Task to complete:
Go through the data below. List every line that holds the word "bridge".

--- Source information ---

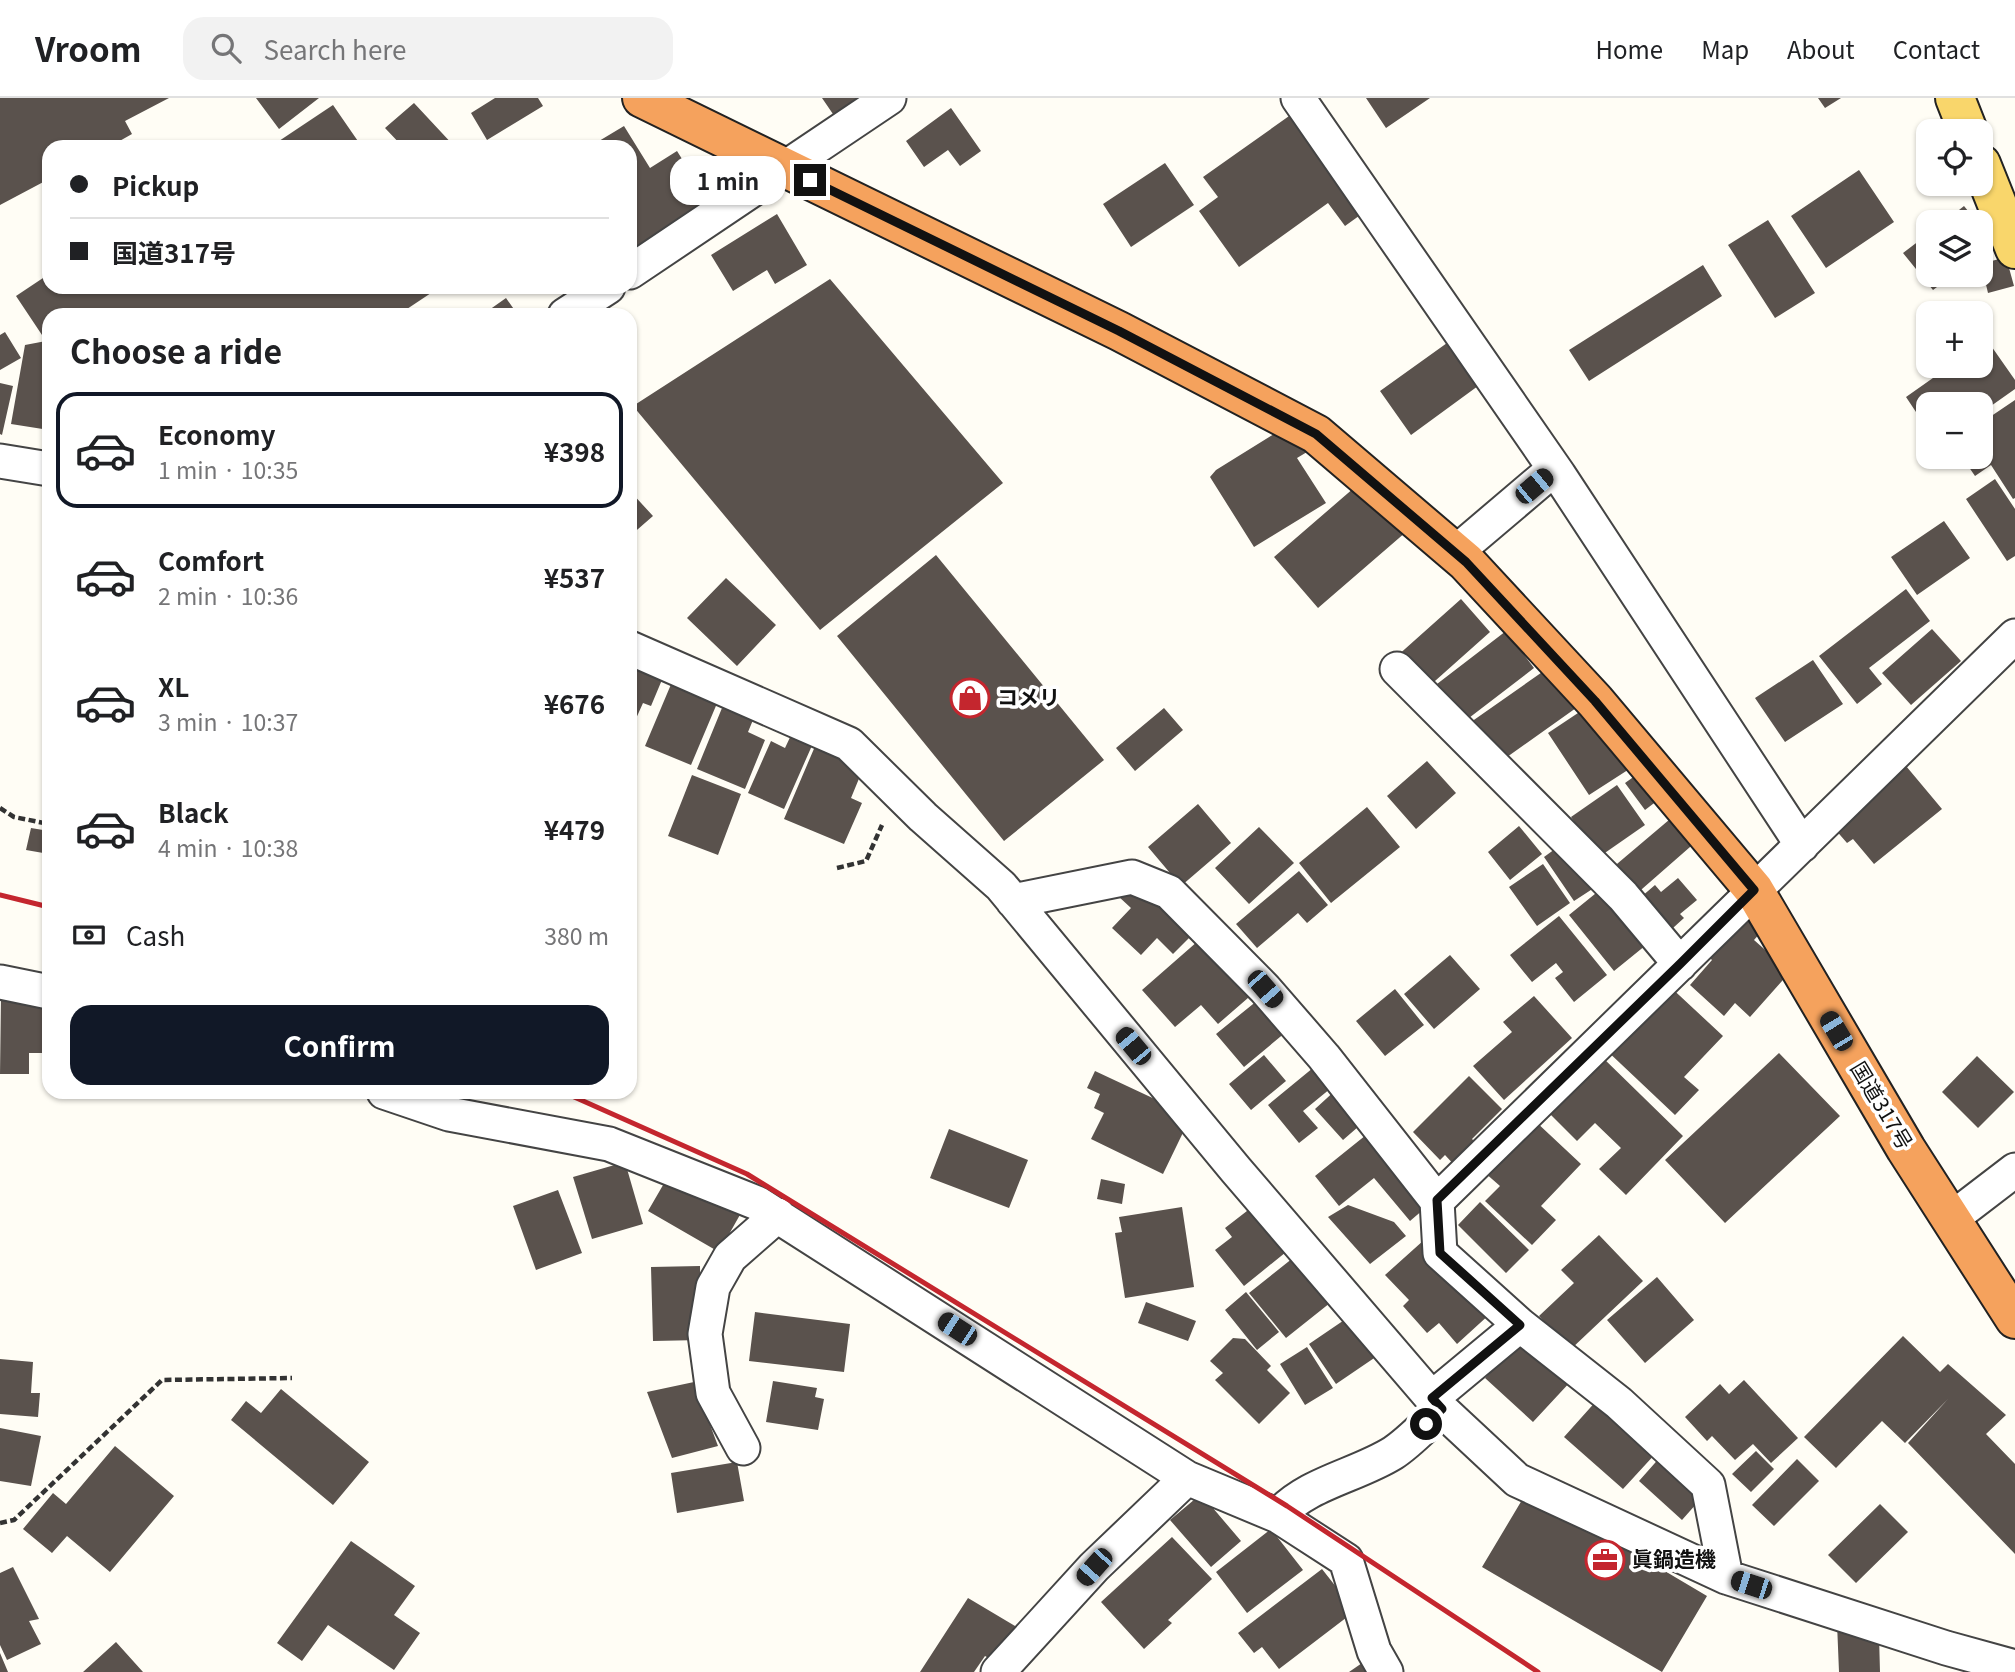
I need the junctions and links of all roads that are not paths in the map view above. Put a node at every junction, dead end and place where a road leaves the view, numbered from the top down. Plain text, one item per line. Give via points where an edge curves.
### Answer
1 (642, 98) edge
2 (889, 98) edge
3 (1298, 98) edge
4 (1955, 98) edge
5 (1963, 119) edge
6 (786, 168) junction
7 (1993, 194) edge
8 (2015, 248) edge
9 (637, 267) edge
10 (596, 294) edge
11 (576, 308) edge
12 (0, 461) edge
13 (42, 468) edge
14 (1554, 469) junction
15 (1455, 553) junction
16 (2015, 636) edge
17 (637, 651) edge
18 (1397, 669) dead end
19 (1802, 845) junction
20 (1754, 890) junction
21 (1013, 901) junction
22 (1680, 964) junction
23 (0, 982) edge
24 (42, 991) edge
25 (405, 1099) edge
26 (2015, 1170) edge
27 (1437, 1200) junction
28 (778, 1215) junction
29 (1951, 1219) junction
30 (2015, 1319) edge
31 (1520, 1325) junction
32 (1437, 1404) junction
33 (743, 1448) dead end
34 (1187, 1478) junction
35 (1278, 1516) junction
36 (1726, 1577) junction
37 (2015, 1667) edge
38 (998, 1672) edge
39 (1386, 1672) edge

1 - 6 highway, 国道317号
2 - 6 street
3 - 14 street
4 - 5 main road
6 - 9 street
6 - 15 highway, 国道317号 via 1119,331 1316,434
7 - 8 main road
10 - 11 street
12 - 13 street
14 - 15 street
14 - 19 street
15 - 20 highway, 国道317号 via 1595,701
16 - 19 street
17 - 21 street via 849,744
18 - 22 street via 1623,896
19 - 20 street
20 - 22 street
20 - 29 highway, 国道317号
21 - 27 street via 1132,877 1169,892 1265,989
21 - 32 street
22 - 27 street
23 - 24 street
25 - 28 street via 449,1114 609,1144
26 - 29 street
27 - 31 street via 1440,1253
28 - 33 street via 730,1257 713,1287 705,1334 713,1393
28 - 34 street
29 - 30 highway, 国道317号
31 - 32 street
31 - 36 street via 1619,1403 1708,1485
32 - 35 street via 1393,1453 1317,1489
32 - 36 street via 1517,1480
34 - 35 street
34 - 38 street via 1094,1567
35 - 39 street via 1346,1560 1374,1651
36 - 37 street

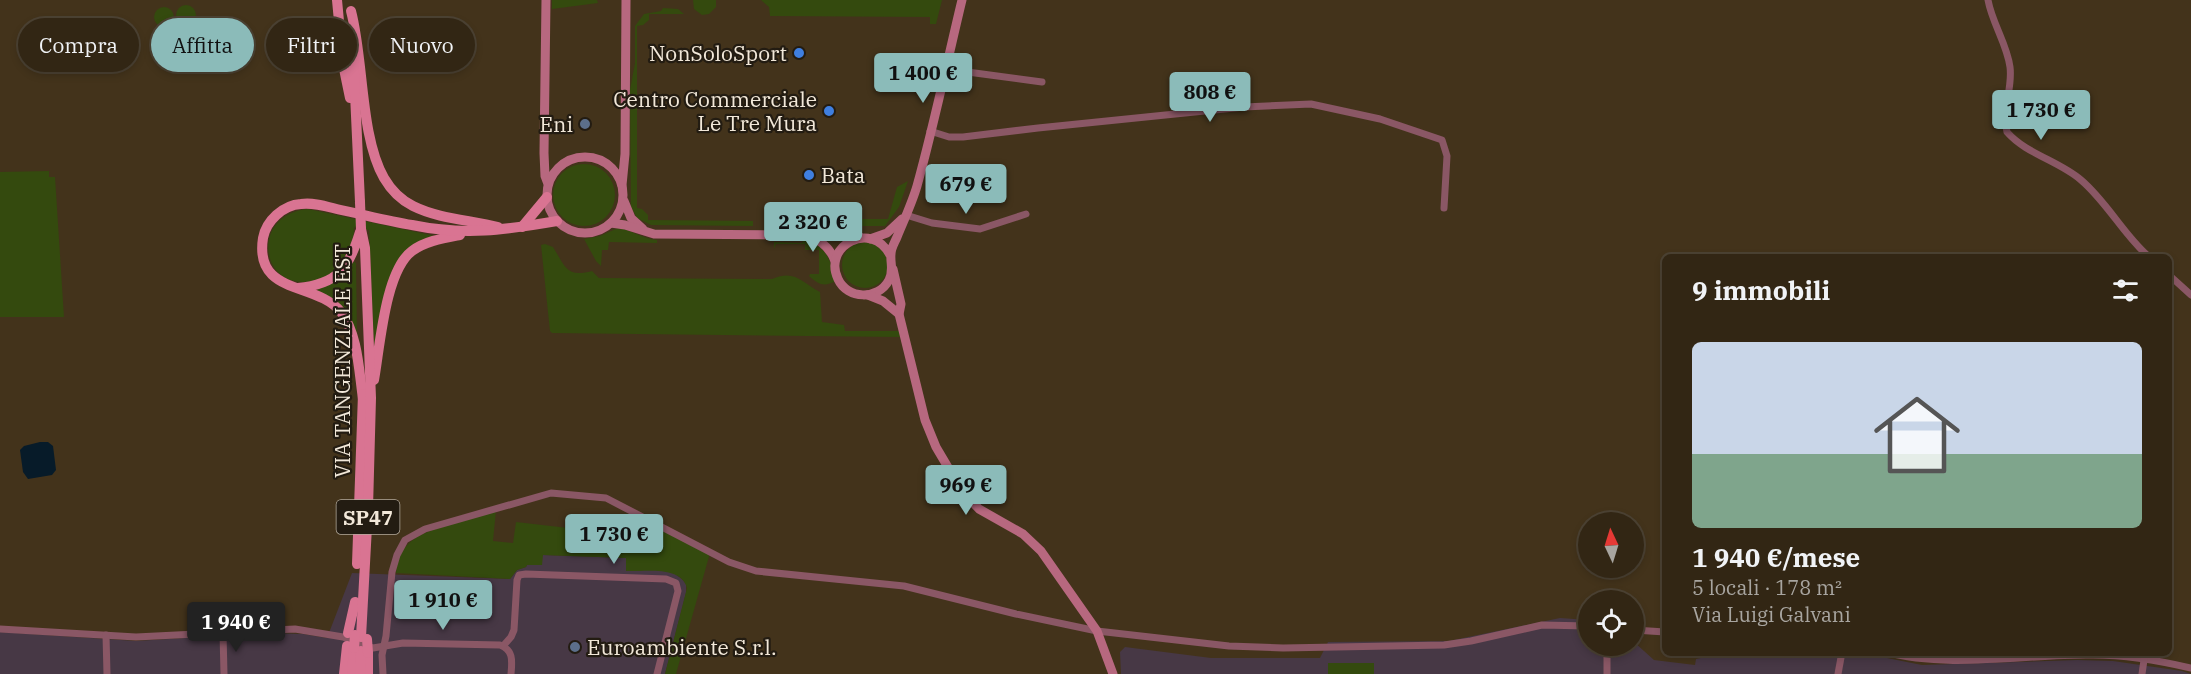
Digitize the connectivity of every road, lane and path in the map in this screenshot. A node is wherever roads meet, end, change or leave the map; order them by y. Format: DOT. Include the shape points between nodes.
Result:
graph roads {
  1 [pos="337,0"];
  2 [pos="546,0"];
  3 [pos="626,0"];
  4 [pos="962,0"];
  5 [pos="1988,0"];
  6 [pos="351,6"];
  7 [pos="945,69"];
  8 [pos="1042,82"];
  9 [pos="356,124"];
  10 [pos="930,131"];
  11 [pos="548,184"];
  12 [pos="622,185"];
  13 [pos="623,196"];
  14 [pos="547,197"];
  15 [pos="1444,208"];
  16 [pos="1026,214"];
  17 [pos="906,215"];
  18 [pos="557,221"];
  19 [pos="611,223"];
  20 [pos="522,227"];
  21 [pos="361,229"];
  22 [pos="509,230"];
  23 [pos="476,232"];
  24 [pos="647,232"];
  25 [pos="802,235"];
  26 [pos="866,238"];
  27 [pos="2146,254"];
  28 [pos="890,255"];
  29 [pos="835,261"];
  30 [pos="892,269"];
  31 [pos="2172,278"];
  32 [pos="294,288"];
  33 [pos="868,295"];
  34 [pos="2191,295"];
  35 [pos="899,314"];
  36 [pos="367,399"];
  37 [pos="359,603"];
  38 [pos="1578,625"];
  39 [pos="0,629"];
  40 [pos="1097,631"];
  41 [pos="1644,631"];
  42 [pos="223,632"];
  43 [pos="1662,632"];
  44 [pos="106,635"];
  45 [pos="358,636"];
  46 [pos="384,646"];
  47 [pos="503,646"];
  48 [pos="357,649"];
  49 [pos="1607,656"];
  50 [pos="1841,656"];
  51 [pos="1902,656"];
  52 [pos="2056,656"];
  53 [pos="2098,656"];
  54 [pos="2144,660"];
  55 [pos="2191,668"];
  56 [pos="107,674"];
  57 [pos="224,674"];
  58 [pos="344,674"];
  59 [pos="352,674"];
  60 [pos="360,674"];
  61 [pos="368,674"];
  62 [pos="383,674"];
  63 [pos="511,674"];
  64 [pos="657,674"];
  65 [pos="1113,674"];
  66 [pos="1607,674"];
  67 [pos="1838,674"];
  68 [pos="2142,674"];
  1 -- 9 [label="main road" via="343,64"];
  2 -- 11 [label="street" via="544,153"];
  3 -- 12 [label="street"];
  4 -- 7 [label="street"];
  5 -- 27 [label="street" via="2010,67 2004,117 2007,132 2079,178"];
  6 -- 9 [label="main road, VIA TANGENZIALE EST / SP47"];
  6 -- 22 [label="main road" via="372,141 388,185 418,208"];
  7 -- 8 [label="street"];
  7 -- 10 [label="street"];
  9 -- 21 [label="main road, VIA TANGENZIALE EST / SP47, bridge"];
  10 -- 15 [label="street" via="963,137 1244,107 1322,105 1442,140 1447,156"];
  10 -- 17 [label="street"];
  11 -- 12 [label="street" via="564,163 589,157 607,164"];
  11 -- 14 [label="street"];
  12 -- 13 [label="street"];
  13 -- 19 [label="street" via="619,214"];
  13 -- 24 [label="street" via="631,218"];
  14 -- 18 [label="street"];
  14 -- 20 [label="main road"];
  16 -- 17 [label="street" via="980,229 932,223"];
  17 -- 26 [label="street" via="891,230"];
  17 -- 28 [label="street"];
  18 -- 19 [label="street" via="571,231 583,233 601,230"];
  18 -- 20 [label="main road"];
  19 -- 24 [label="street"];
  20 -- 22 [label="main road"];
  21 -- 32 [label="main road" via="352,256 340,273 320,285"];
  21 -- 36 [label="main road, VIA TANGENZIALE EST / SP47"];
  22 -- 23 [label="main road"];
  23 -- 32 [label="main road" via="416,226 316,204 296,204 272,220 262,248 273,276"];
  23 -- 36 [label="main road" via="419,246 400,264 393,280"];
  24 -- 25 [label="street"];
  25 -- 26 [label="street" via="845,233"];
  25 -- 29 [label="street" via="822,243"];
  26 -- 28 [label="street" via="882,244"];
  26 -- 29 [label="street" via="846,244"];
  28 -- 30 [label="street"];
  29 -- 33 [label="street" via="836,274 843,286 854,294"];
  30 -- 33 [label="street" via="887,284"];
  30 -- 35 [label="street" via="901,304"];
  31 -- 34 [label="street"];
  32 -- 36 [label="main road" via="328,300 346,320"];
  33 -- 35 [label="street"];
  35 -- 40 [label="street" via="925,420 962,491 979,509 1035,545"];
  36 -- 37 [label="main road, VIA TANGENZIALE EST / SP47"];
  37 -- 45 [label="main road"];
  37 -- 45 [label="main road"];
  38 -- 40 [label="street" via="1549,624 1444,645 1283,648"];
  39 -- 44 [label="street"];
  40 -- 46 [label="street" via="898,585 756,572 606,498 551,493 425,529 405,540 394,563"];
  40 -- 65 [label="street"];
  41 -- 43 [label="street"];
  42 -- 44 [label="street"];
  42 -- 46 [label="street" via="303,630 343,637 373,648"];
  42 -- 57 [label="street"];
  44 -- 56 [label="street"];
  45 -- 48 [label="main road, bridge"];
  45 -- 48 [label="main road"];
  46 -- 47 [label="street"];
  46 -- 62 [label="street"];
  47 -- 63 [label="street" via="511,653"];
  47 -- 64 [label="street" via="513,634 516,580 522,574 671,579 678,591"];
  48 -- 58 [label="main road"];
  48 -- 59 [label="main road"];
  48 -- 60 [label="main road"];
  48 -- 61 [label="main road"];
  49 -- 66 [label="street"];
  50 -- 67 [label="street"];
  51 -- 52 [label="street" via="1938,660"];
  53 -- 54 [label="street"];
  54 -- 55 [label="street"];
  54 -- 68 [label="street"];
}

---

Answer section:
  9 -- 21 [label="main road, VIA TANGENZIALE EST / SP47, bridge"];
  45 -- 48 [label="main road, bridge"];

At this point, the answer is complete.